----- EXERCISE MATERIALS -----
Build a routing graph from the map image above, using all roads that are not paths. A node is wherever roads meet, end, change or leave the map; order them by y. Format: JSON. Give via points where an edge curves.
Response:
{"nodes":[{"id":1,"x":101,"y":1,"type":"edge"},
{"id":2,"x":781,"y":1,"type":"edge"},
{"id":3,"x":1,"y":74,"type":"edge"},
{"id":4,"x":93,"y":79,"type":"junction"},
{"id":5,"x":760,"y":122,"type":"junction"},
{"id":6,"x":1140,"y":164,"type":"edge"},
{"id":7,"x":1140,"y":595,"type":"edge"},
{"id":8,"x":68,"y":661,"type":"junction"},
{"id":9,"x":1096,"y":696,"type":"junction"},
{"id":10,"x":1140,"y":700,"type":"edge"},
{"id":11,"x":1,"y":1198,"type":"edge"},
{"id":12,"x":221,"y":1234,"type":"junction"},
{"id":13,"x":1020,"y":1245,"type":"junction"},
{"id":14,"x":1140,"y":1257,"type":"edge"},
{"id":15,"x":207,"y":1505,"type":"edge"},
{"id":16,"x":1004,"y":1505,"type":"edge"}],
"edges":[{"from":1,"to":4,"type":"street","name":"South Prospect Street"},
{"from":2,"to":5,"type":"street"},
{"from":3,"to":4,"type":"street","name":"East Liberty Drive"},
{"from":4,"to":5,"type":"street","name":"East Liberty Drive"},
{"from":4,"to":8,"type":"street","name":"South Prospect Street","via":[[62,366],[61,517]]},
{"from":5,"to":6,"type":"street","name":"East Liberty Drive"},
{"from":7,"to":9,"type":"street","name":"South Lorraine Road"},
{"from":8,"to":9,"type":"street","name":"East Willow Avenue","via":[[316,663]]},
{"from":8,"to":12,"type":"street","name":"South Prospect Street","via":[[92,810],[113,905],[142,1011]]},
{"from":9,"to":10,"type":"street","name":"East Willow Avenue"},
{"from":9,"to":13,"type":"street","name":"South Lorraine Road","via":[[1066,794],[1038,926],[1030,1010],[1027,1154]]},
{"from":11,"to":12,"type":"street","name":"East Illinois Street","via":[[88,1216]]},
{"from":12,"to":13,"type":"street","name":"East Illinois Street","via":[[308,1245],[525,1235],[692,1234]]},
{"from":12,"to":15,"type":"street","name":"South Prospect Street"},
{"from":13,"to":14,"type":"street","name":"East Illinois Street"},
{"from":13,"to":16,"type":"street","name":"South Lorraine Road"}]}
-----
§ TASK BRIEF:
Print the records above exactly. Omit nothing.

§ SOLUTION TO THIS PROBLEM:
Build a routing graph from the map image above, using all roads that are not paths. A node is wherever roads meet, end, change or leave the map; order them by y. Format: JSON. Give via points where an edge curves.
Response:
{"nodes":[{"id":1,"x":101,"y":1,"type":"edge"},
{"id":2,"x":781,"y":1,"type":"edge"},
{"id":3,"x":1,"y":74,"type":"edge"},
{"id":4,"x":93,"y":79,"type":"junction"},
{"id":5,"x":760,"y":122,"type":"junction"},
{"id":6,"x":1140,"y":164,"type":"edge"},
{"id":7,"x":1140,"y":595,"type":"edge"},
{"id":8,"x":68,"y":661,"type":"junction"},
{"id":9,"x":1096,"y":696,"type":"junction"},
{"id":10,"x":1140,"y":700,"type":"edge"},
{"id":11,"x":1,"y":1198,"type":"edge"},
{"id":12,"x":221,"y":1234,"type":"junction"},
{"id":13,"x":1020,"y":1245,"type":"junction"},
{"id":14,"x":1140,"y":1257,"type":"edge"},
{"id":15,"x":207,"y":1505,"type":"edge"},
{"id":16,"x":1004,"y":1505,"type":"edge"}],
"edges":[{"from":1,"to":4,"type":"street","name":"South Prospect Street"},
{"from":2,"to":5,"type":"street"},
{"from":3,"to":4,"type":"street","name":"East Liberty Drive"},
{"from":4,"to":5,"type":"street","name":"East Liberty Drive"},
{"from":4,"to":8,"type":"street","name":"South Prospect Street","via":[[62,366],[61,517]]},
{"from":5,"to":6,"type":"street","name":"East Liberty Drive"},
{"from":7,"to":9,"type":"street","name":"South Lorraine Road"},
{"from":8,"to":9,"type":"street","name":"East Willow Avenue","via":[[316,663]]},
{"from":8,"to":12,"type":"street","name":"South Prospect Street","via":[[92,810],[113,905],[142,1011]]},
{"from":9,"to":10,"type":"street","name":"East Willow Avenue"},
{"from":9,"to":13,"type":"street","name":"South Lorraine Road","via":[[1066,794],[1038,926],[1030,1010],[1027,1154]]},
{"from":11,"to":12,"type":"street","name":"East Illinois Street","via":[[88,1216]]},
{"from":12,"to":13,"type":"street","name":"East Illinois Street","via":[[308,1245],[525,1235],[692,1234]]},
{"from":12,"to":15,"type":"street","name":"South Prospect Street"},
{"from":13,"to":14,"type":"street","name":"East Illinois Street"},
{"from":13,"to":16,"type":"street","name":"South Lorraine Road"}]}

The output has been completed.